BEGIN

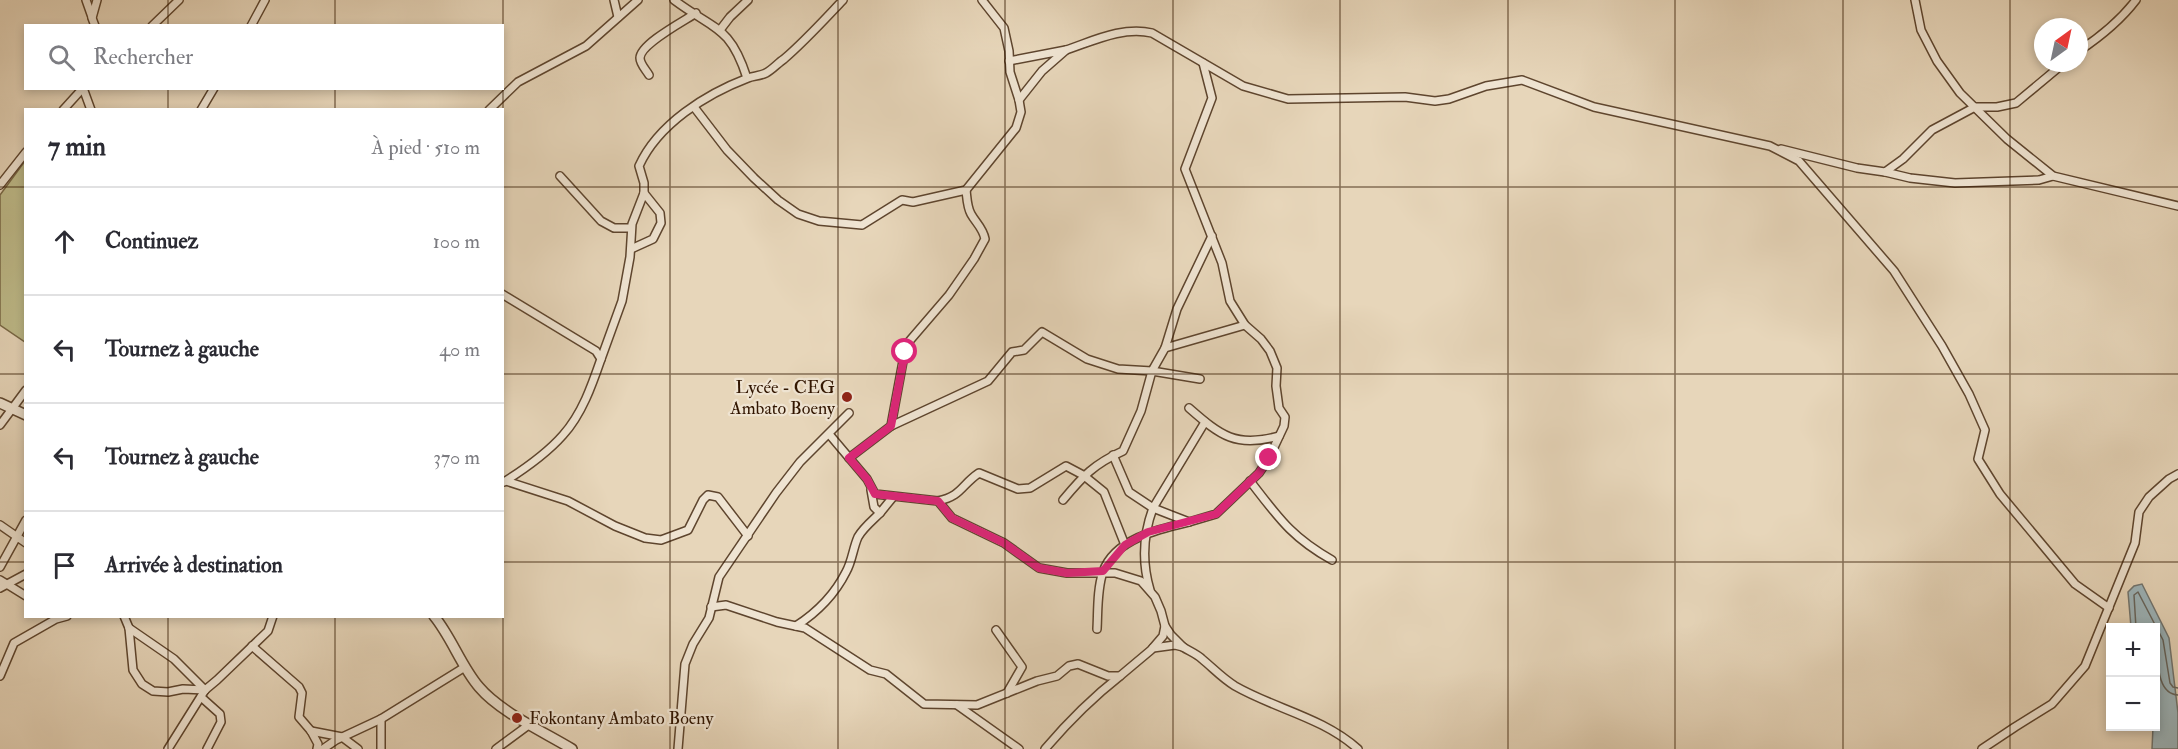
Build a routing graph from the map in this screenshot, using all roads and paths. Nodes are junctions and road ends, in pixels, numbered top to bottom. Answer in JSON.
{"nodes":[{"id":1,"x":86,"y":0,"type":"edge"},
{"id":2,"x":97,"y":0,"type":"edge"},
{"id":3,"x":179,"y":0,"type":"edge"},
{"id":4,"x":265,"y":0,"type":"edge"},
{"id":5,"x":614,"y":0,"type":"edge"},
{"id":6,"x":674,"y":0,"type":"edge"},
{"id":7,"x":748,"y":0,"type":"edge"},
{"id":8,"x":843,"y":0,"type":"edge"},
{"id":9,"x":982,"y":0,"type":"edge"},
{"id":10,"x":1915,"y":0,"type":"edge"},
{"id":11,"x":2136,"y":0,"type":"edge"},
{"id":12,"x":639,"y":1,"type":"edge"},
{"id":13,"x":696,"y":13,"type":"junction"},
{"id":14,"x":618,"y":17,"type":"junction"},
{"id":15,"x":94,"y":22,"type":"edge"},
{"id":16,"x":154,"y":24,"type":"edge"},
{"id":17,"x":252,"y":24,"type":"edge"},
{"id":18,"x":720,"y":30,"type":"junction"},
{"id":19,"x":2088,"y":45,"type":"edge"},
{"id":20,"x":1066,"y":50,"type":"junction"},
{"id":21,"x":1010,"y":61,"type":"junction"},
{"id":22,"x":1203,"y":63,"type":"junction"},
{"id":23,"x":2053,"y":72,"type":"edge"},
{"id":24,"x":649,"y":75,"type":"dead end"},
{"id":25,"x":747,"y":78,"type":"junction"},
{"id":26,"x":81,"y":90,"type":"edge"},
{"id":27,"x":84,"y":90,"type":"edge"},
{"id":28,"x":213,"y":90,"type":"edge"},
{"id":29,"x":1019,"y":100,"type":"junction"},
{"id":30,"x":694,"y":107,"type":"junction"},
{"id":31,"x":65,"y":108,"type":"edge"},
{"id":32,"x":90,"y":108,"type":"edge"},
{"id":33,"x":202,"y":108,"type":"edge"},
{"id":34,"x":491,"y":108,"type":"edge"},
{"id":35,"x":1975,"y":108,"type":"junction"},
{"id":36,"x":1770,"y":146,"type":"junction"},
{"id":37,"x":24,"y":155,"type":"edge"},
{"id":38,"x":1885,"y":172,"type":"junction"},
{"id":39,"x":560,"y":176,"type":"dead end"},
{"id":40,"x":2053,"y":176,"type":"junction"},
{"id":41,"x":0,"y":185,"type":"edge"},
{"id":42,"x":966,"y":190,"type":"junction"},
{"id":43,"x":644,"y":193,"type":"junction"},
{"id":44,"x":2178,"y":206,"type":"edge"},
{"id":45,"x":631,"y":228,"type":"junction"},
{"id":46,"x":1212,"y":236,"type":"junction"},
{"id":47,"x":631,"y":249,"type":"junction"},
{"id":48,"x":504,"y":295,"type":"edge"},
{"id":49,"x":1245,"y":325,"type":"junction"},
{"id":50,"x":1165,"y":348,"type":"junction"},
{"id":51,"x":601,"y":359,"type":"junction"},
{"id":52,"x":1152,"y":371,"type":"junction"},
{"id":53,"x":1200,"y":379,"type":"dead end"},
{"id":54,"x":24,"y":393,"type":"edge"},
{"id":55,"x":0,"y":403,"type":"edge"},
{"id":56,"x":1189,"y":408,"type":"dead end"},
{"id":57,"x":11,"y":409,"type":"junction"},
{"id":58,"x":849,"y":413,"type":"dead end"},
{"id":59,"x":24,"y":414,"type":"edge"},
{"id":60,"x":1205,"y":422,"type":"junction"},
{"id":61,"x":0,"y":425,"type":"edge"},
{"id":62,"x":891,"y":426,"type":"junction"},
{"id":63,"x":829,"y":434,"type":"junction"},
{"id":64,"x":1279,"y":436,"type":"junction"},
{"id":65,"x":1113,"y":455,"type":"junction"},
{"id":66,"x":849,"y":458,"type":"junction"},
{"id":67,"x":2178,"y":474,"type":"edge"},
{"id":68,"x":1083,"y":476,"type":"junction"},
{"id":69,"x":504,"y":482,"type":"edge"},
{"id":70,"x":1250,"y":482,"type":"junction"},
{"id":71,"x":872,"y":490,"type":"junction"},
{"id":72,"x":893,"y":497,"type":"junction"},
{"id":73,"x":1063,"y":500,"type":"dead end"},
{"id":74,"x":938,"y":501,"type":"junction"},
{"id":75,"x":1153,"y":508,"type":"junction"},
{"id":76,"x":880,"y":513,"type":"junction"},
{"id":77,"x":1189,"y":522,"type":"junction"},
{"id":78,"x":24,"y":524,"type":"edge"},
{"id":79,"x":0,"y":525,"type":"edge"},
{"id":80,"x":1148,"y":532,"type":"junction"},
{"id":81,"x":748,"y":536,"type":"junction"},
{"id":82,"x":17,"y":537,"type":"junction"},
{"id":83,"x":24,"y":542,"type":"edge"},
{"id":84,"x":1125,"y":545,"type":"junction"},
{"id":85,"x":1332,"y":560,"type":"dead end"},
{"id":86,"x":0,"y":567,"type":"edge"},
{"id":87,"x":1103,"y":571,"type":"junction"},
{"id":88,"x":24,"y":577,"type":"edge"},
{"id":89,"x":2,"y":584,"type":"edge"},
{"id":90,"x":1150,"y":592,"type":"junction"},
{"id":91,"x":24,"y":595,"type":"edge"},
{"id":92,"x":711,"y":607,"type":"junction"},
{"id":93,"x":2109,"y":609,"type":"junction"},
{"id":94,"x":54,"y":618,"type":"edge"},
{"id":95,"x":125,"y":618,"type":"edge"},
{"id":96,"x":272,"y":618,"type":"edge"},
{"id":97,"x":436,"y":618,"type":"edge"},
{"id":98,"x":796,"y":626,"type":"junction"},
{"id":99,"x":1164,"y":626,"type":"junction"},
{"id":100,"x":129,"y":628,"type":"junction"},
{"id":101,"x":1097,"y":629,"type":"dead end"},
{"id":102,"x":996,"y":630,"type":"dead end"},
{"id":103,"x":252,"y":646,"type":"junction"},
{"id":104,"x":1183,"y":646,"type":"junction"},
{"id":105,"x":1153,"y":648,"type":"junction"},
{"id":106,"x":465,"y":667,"type":"junction"},
{"id":107,"x":0,"y":676,"type":"edge"},
{"id":108,"x":1120,"y":676,"type":"junction"},
{"id":109,"x":205,"y":690,"type":"junction"},
{"id":110,"x":1007,"y":693,"type":"junction"},
{"id":111,"x":201,"y":697,"type":"junction"},
{"id":112,"x":957,"y":705,"type":"junction"},
{"id":113,"x":381,"y":719,"type":"junction"},
{"id":114,"x":530,"y":724,"type":"junction"},
{"id":115,"x":311,"y":731,"type":"junction"},
{"id":116,"x":342,"y":737,"type":"junction"},
{"id":117,"x":168,"y":749,"type":"edge"},
{"id":118,"x":207,"y":749,"type":"edge"},
{"id":119,"x":317,"y":749,"type":"edge"},
{"id":120,"x":323,"y":749,"type":"edge"},
{"id":121,"x":358,"y":749,"type":"edge"},
{"id":122,"x":381,"y":749,"type":"edge"},
{"id":123,"x":496,"y":749,"type":"edge"},
{"id":124,"x":572,"y":749,"type":"edge"},
{"id":125,"x":678,"y":749,"type":"edge"},
{"id":126,"x":1019,"y":749,"type":"edge"},
{"id":127,"x":1045,"y":749,"type":"edge"},
{"id":128,"x":1358,"y":749,"type":"edge"},
{"id":129,"x":1982,"y":749,"type":"edge"}],
"edges":[{"from":1,"to":15,"type":"street"},
{"from":2,"to":15,"type":"street"},
{"from":3,"to":16,"type":"street"},
{"from":4,"to":17,"type":"street"},
{"from":5,"to":14,"type":"street"},
{"from":6,"to":13,"type":"street"},
{"from":7,"to":18,"type":"street"},
{"from":8,"to":25,"type":"street"},
{"from":9,"to":21,"type":"street"},
{"from":10,"to":35,"type":"street"},
{"from":11,"to":19,"type":"street"},
{"from":12,"to":14,"type":"street"},
{"from":13,"to":18,"type":"street"},
{"from":13,"to":24,"type":"street"},
{"from":14,"to":34,"type":"street"},
{"from":18,"to":25,"type":"street"},
{"from":20,"to":21,"type":"street"},
{"from":20,"to":22,"type":"street"},
{"from":20,"to":29,"type":"street"},
{"from":21,"to":29,"type":"street"},
{"from":22,"to":36,"type":"street"},
{"from":22,"to":46,"type":"street"},
{"from":23,"to":35,"type":"street"},
{"from":25,"to":30,"type":"street"},
{"from":26,"to":31,"type":"street"},
{"from":27,"to":32,"type":"street"},
{"from":28,"to":33,"type":"street"},
{"from":29,"to":42,"type":"street"},
{"from":30,"to":42,"type":"street"},
{"from":30,"to":43,"type":"street"},
{"from":35,"to":38,"type":"street"},
{"from":35,"to":40,"type":"street"},
{"from":36,"to":38,"type":"street"},
{"from":36,"to":93,"type":"street"},
{"from":37,"to":41,"type":"street"},
{"from":38,"to":40,"type":"street"},
{"from":39,"to":45,"type":"street"},
{"from":40,"to":44,"type":"street"},
{"from":42,"to":62,"type":"street"},
{"from":43,"to":45,"type":"street"},
{"from":43,"to":47,"type":"street"},
{"from":45,"to":47,"type":"street"},
{"from":46,"to":49,"type":"street"},
{"from":46,"to":50,"type":"street"},
{"from":47,"to":51,"type":"street"},
{"from":48,"to":51,"type":"street"},
{"from":49,"to":50,"type":"street"},
{"from":49,"to":64,"type":"street"},
{"from":50,"to":52,"type":"street"},
{"from":51,"to":69,"type":"street"},
{"from":52,"to":53,"type":"street"},
{"from":52,"to":62,"type":"street"},
{"from":52,"to":65,"type":"street"},
{"from":54,"to":57,"type":"street"},
{"from":55,"to":57,"type":"street"},
{"from":56,"to":60,"type":"street"},
{"from":57,"to":59,"type":"street"},
{"from":57,"to":61,"type":"street"},
{"from":58,"to":63,"type":"street"},
{"from":60,"to":64,"type":"street"},
{"from":60,"to":75,"type":"street"},
{"from":62,"to":66,"type":"street"},
{"from":63,"to":66,"type":"street"},
{"from":63,"to":81,"type":"street"},
{"from":64,"to":70,"type":"street"},
{"from":65,"to":68,"type":"street"},
{"from":65,"to":75,"type":"street"},
{"from":66,"to":71,"type":"street"},
{"from":67,"to":93,"type":"street"},
{"from":68,"to":73,"type":"street"},
{"from":68,"to":74,"type":"street"},
{"from":68,"to":84,"type":"street"},
{"from":69,"to":81,"type":"street"},
{"from":70,"to":77,"type":"street"},
{"from":70,"to":85,"type":"street"},
{"from":71,"to":72,"type":"street"},
{"from":71,"to":76,"type":"street"},
{"from":72,"to":74,"type":"street"},
{"from":72,"to":76,"type":"street"},
{"from":74,"to":87,"type":"street"},
{"from":75,"to":77,"type":"street"},
{"from":75,"to":80,"type":"street"},
{"from":76,"to":98,"type":"street"},
{"from":77,"to":80,"type":"street"},
{"from":78,"to":82,"type":"street"},
{"from":79,"to":82,"type":"street"},
{"from":80,"to":84,"type":"street"},
{"from":80,"to":90,"type":"street"},
{"from":81,"to":92,"type":"street"},
{"from":82,"to":83,"type":"street"},
{"from":82,"to":86,"type":"street"},
{"from":84,"to":87,"type":"street"},
{"from":87,"to":90,"type":"street"},
{"from":87,"to":101,"type":"street"},
{"from":88,"to":89,"type":"street"},
{"from":89,"to":91,"type":"street"},
{"from":90,"to":99,"type":"street"},
{"from":92,"to":98,"type":"street"},
{"from":92,"to":125,"type":"street"},
{"from":93,"to":129,"type":"street"},
{"from":94,"to":107,"type":"street"},
{"from":95,"to":100,"type":"street"},
{"from":96,"to":103,"type":"street"},
{"from":97,"to":106,"type":"street"},
{"from":98,"to":112,"type":"street"},
{"from":99,"to":104,"type":"street"},
{"from":99,"to":105,"type":"street"},
{"from":100,"to":109,"type":"street"},
{"from":100,"to":109,"type":"street"},
{"from":102,"to":110,"type":"street"},
{"from":103,"to":109,"type":"street"},
{"from":103,"to":115,"type":"street"},
{"from":104,"to":105,"type":"street"},
{"from":104,"to":128,"type":"street"},
{"from":105,"to":108,"type":"street"},
{"from":106,"to":113,"type":"street"},
{"from":106,"to":114,"type":"street"},
{"from":108,"to":110,"type":"street"},
{"from":108,"to":127,"type":"street"},
{"from":109,"to":111,"type":"street"},
{"from":110,"to":112,"type":"street"},
{"from":111,"to":117,"type":"street"},
{"from":111,"to":118,"type":"street"},
{"from":112,"to":126,"type":"street"},
{"from":113,"to":116,"type":"street"},
{"from":113,"to":122,"type":"street"},
{"from":114,"to":123,"type":"street"},
{"from":114,"to":124,"type":"street"},
{"from":115,"to":116,"type":"street"},
{"from":115,"to":119,"type":"street"},
{"from":116,"to":120,"type":"street"},
{"from":116,"to":121,"type":"street"}]}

END

**Try it:** Look through the entries for lines containing the word "dead" and return each one.

**Written response:**
{"id":24,"x":649,"y":75,"type":"dead end"},
{"id":39,"x":560,"y":176,"type":"dead end"},
{"id":53,"x":1200,"y":379,"type":"dead end"},
{"id":56,"x":1189,"y":408,"type":"dead end"},
{"id":58,"x":849,"y":413,"type":"dead end"},
{"id":73,"x":1063,"y":500,"type":"dead end"},
{"id":85,"x":1332,"y":560,"type":"dead end"},
{"id":101,"x":1097,"y":629,"type":"dead end"},
{"id":102,"x":996,"y":630,"type":"dead end"},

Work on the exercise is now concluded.